[Start of section]

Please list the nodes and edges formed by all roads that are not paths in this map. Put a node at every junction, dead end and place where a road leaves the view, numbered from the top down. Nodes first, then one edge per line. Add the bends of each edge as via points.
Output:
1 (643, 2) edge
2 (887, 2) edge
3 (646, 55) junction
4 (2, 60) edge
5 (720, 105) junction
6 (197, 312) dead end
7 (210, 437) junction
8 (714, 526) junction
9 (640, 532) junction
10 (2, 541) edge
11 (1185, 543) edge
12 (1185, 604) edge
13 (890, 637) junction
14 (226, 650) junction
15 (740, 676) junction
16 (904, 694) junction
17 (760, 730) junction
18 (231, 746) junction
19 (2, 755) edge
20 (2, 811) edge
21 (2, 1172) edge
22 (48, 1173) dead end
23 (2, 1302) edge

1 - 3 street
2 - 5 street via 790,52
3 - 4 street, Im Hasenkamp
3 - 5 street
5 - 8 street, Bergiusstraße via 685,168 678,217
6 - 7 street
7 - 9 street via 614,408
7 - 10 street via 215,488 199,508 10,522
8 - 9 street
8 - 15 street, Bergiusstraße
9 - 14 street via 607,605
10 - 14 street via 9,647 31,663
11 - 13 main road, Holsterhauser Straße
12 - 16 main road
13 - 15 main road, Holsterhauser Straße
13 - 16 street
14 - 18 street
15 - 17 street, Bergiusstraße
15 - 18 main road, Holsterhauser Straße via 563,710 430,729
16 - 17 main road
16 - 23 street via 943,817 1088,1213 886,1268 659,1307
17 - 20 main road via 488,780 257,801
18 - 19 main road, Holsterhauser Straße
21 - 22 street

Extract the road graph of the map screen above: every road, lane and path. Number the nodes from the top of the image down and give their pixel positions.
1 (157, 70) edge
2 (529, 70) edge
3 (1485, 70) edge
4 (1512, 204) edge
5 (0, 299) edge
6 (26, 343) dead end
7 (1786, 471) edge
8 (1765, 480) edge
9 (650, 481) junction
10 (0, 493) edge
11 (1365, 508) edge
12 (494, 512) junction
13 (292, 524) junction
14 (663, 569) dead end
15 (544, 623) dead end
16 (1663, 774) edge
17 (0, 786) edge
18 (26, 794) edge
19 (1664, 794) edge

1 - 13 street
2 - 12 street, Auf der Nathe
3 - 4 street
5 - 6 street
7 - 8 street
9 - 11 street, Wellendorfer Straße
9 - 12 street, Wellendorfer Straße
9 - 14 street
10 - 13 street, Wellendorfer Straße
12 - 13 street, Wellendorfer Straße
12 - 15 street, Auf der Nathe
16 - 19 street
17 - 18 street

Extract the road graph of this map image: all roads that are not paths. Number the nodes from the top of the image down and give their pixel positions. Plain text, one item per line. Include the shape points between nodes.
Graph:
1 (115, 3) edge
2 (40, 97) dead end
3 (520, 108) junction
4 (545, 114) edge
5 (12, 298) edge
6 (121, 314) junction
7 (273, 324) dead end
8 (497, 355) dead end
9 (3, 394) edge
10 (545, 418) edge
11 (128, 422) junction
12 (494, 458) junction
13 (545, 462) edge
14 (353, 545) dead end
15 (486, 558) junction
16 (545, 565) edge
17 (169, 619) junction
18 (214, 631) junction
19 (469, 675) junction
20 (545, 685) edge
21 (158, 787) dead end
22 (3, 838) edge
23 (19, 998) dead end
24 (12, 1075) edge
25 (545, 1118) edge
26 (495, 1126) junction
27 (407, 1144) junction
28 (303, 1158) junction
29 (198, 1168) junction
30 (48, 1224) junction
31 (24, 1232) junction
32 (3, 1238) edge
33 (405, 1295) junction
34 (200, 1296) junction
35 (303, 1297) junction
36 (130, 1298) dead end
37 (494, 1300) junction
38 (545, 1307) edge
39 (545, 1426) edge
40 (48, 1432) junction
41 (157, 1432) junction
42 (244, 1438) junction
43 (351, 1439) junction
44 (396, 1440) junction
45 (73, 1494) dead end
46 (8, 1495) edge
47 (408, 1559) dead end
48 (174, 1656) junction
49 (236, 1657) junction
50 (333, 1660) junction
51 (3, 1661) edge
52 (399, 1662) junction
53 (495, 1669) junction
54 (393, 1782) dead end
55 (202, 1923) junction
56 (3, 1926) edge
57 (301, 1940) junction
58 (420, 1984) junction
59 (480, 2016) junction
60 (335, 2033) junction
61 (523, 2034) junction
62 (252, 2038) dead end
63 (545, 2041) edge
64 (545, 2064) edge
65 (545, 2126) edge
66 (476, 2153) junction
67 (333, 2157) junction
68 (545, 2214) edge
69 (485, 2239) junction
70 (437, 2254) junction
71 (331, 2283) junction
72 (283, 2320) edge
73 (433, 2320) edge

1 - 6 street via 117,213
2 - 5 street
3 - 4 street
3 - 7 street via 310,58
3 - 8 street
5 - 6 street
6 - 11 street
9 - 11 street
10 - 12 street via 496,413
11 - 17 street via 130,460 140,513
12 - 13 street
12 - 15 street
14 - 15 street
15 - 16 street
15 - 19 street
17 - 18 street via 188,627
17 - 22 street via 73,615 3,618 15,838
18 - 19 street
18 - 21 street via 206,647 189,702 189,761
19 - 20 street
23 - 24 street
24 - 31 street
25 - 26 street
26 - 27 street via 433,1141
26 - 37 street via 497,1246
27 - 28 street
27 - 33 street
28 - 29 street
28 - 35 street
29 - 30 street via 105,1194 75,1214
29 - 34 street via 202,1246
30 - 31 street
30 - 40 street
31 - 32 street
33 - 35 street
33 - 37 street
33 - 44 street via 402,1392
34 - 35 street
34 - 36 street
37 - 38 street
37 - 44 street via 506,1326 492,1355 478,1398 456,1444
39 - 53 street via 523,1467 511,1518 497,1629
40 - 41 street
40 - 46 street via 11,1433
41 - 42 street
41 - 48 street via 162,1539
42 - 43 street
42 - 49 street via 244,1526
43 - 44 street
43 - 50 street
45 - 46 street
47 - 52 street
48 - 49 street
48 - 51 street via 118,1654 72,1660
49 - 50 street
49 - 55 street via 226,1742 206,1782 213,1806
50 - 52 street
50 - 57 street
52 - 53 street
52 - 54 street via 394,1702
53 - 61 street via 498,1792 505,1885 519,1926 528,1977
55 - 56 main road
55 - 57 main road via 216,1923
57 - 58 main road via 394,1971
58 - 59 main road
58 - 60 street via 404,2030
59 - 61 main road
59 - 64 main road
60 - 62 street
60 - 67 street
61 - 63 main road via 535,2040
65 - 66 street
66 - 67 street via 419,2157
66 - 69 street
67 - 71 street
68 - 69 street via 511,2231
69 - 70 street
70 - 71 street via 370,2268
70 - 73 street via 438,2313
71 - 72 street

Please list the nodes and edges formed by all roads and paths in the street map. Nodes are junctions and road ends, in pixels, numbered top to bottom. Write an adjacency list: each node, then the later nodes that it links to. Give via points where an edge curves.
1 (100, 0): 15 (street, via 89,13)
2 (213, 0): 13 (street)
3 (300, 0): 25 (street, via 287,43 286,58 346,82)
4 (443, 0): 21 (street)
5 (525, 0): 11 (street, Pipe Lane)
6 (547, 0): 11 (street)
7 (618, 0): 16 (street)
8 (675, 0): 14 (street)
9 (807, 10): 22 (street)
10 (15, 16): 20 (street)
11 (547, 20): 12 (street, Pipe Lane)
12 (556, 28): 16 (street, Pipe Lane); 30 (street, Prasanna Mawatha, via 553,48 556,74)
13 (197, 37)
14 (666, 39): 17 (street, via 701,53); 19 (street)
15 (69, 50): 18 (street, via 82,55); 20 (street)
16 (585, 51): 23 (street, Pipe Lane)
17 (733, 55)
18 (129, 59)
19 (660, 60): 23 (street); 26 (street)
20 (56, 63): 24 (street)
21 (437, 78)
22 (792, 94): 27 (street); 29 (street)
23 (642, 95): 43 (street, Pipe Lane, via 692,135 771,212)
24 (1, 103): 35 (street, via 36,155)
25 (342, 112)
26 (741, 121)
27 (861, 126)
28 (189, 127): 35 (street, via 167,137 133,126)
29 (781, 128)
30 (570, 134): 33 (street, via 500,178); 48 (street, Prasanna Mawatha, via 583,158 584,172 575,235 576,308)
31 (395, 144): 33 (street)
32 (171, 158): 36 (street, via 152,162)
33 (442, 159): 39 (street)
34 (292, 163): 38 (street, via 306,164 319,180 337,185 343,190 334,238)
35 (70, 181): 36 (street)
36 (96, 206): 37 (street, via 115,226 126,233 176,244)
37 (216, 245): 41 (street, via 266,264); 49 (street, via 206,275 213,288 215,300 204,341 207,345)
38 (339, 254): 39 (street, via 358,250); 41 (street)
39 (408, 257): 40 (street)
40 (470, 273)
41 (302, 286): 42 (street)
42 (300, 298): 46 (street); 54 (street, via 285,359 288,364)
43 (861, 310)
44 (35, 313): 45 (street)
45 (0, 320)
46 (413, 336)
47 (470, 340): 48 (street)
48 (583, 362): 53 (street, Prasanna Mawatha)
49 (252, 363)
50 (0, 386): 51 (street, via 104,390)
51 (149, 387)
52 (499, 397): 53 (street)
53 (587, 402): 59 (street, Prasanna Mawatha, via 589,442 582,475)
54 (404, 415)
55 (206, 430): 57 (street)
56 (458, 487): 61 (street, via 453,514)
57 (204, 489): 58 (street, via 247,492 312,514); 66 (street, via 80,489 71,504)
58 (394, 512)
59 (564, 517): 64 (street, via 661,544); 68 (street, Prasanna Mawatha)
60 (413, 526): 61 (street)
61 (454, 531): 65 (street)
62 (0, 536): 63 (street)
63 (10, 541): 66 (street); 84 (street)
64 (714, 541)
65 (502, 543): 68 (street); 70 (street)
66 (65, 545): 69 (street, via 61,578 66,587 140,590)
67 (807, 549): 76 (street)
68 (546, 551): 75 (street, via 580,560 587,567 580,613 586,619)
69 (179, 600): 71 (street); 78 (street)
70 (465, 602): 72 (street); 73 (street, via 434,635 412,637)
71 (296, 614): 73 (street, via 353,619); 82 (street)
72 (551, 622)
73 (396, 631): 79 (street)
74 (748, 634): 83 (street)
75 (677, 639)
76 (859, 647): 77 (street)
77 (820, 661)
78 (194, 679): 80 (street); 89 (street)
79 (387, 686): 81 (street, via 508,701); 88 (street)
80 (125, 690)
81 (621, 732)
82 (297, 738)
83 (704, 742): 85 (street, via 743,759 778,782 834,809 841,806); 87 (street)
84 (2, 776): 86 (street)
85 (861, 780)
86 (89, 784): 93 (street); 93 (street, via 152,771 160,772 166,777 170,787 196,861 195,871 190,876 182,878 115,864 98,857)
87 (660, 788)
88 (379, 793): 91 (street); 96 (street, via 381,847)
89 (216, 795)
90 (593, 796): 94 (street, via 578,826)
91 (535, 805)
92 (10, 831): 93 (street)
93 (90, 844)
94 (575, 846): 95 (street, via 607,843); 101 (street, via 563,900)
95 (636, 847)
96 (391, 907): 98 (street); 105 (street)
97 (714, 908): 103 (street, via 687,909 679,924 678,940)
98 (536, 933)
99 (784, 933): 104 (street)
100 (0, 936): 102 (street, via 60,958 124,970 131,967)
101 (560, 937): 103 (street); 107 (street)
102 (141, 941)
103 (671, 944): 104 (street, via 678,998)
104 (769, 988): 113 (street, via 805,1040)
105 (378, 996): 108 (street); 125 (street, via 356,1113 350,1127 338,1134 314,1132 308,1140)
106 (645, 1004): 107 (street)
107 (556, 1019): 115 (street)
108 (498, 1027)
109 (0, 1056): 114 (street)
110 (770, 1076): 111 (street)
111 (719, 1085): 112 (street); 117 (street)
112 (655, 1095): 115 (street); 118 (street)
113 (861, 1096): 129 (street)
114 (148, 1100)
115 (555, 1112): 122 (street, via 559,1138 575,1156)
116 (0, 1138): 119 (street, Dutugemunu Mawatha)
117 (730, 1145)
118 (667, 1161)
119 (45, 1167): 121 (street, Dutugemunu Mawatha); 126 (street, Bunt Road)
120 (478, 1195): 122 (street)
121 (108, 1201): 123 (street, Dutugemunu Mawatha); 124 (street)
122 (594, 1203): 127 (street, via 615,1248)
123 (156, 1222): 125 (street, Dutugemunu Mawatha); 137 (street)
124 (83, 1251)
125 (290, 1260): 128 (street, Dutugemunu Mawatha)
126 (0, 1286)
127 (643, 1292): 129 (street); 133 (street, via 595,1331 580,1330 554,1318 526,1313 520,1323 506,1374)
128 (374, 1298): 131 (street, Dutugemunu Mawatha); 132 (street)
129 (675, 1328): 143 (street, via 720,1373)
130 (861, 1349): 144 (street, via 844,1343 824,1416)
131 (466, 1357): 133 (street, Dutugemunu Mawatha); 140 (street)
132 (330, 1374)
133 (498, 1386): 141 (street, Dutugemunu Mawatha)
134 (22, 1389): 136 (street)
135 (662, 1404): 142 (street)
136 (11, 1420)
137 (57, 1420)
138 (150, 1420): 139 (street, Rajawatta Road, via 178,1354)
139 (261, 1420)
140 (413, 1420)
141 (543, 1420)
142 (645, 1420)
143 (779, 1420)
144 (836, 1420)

[End of section]

| Exercise details |
Give the count of lines in the records above that hold the string "Bergiusstraße", and only that count.

| Task answer |
3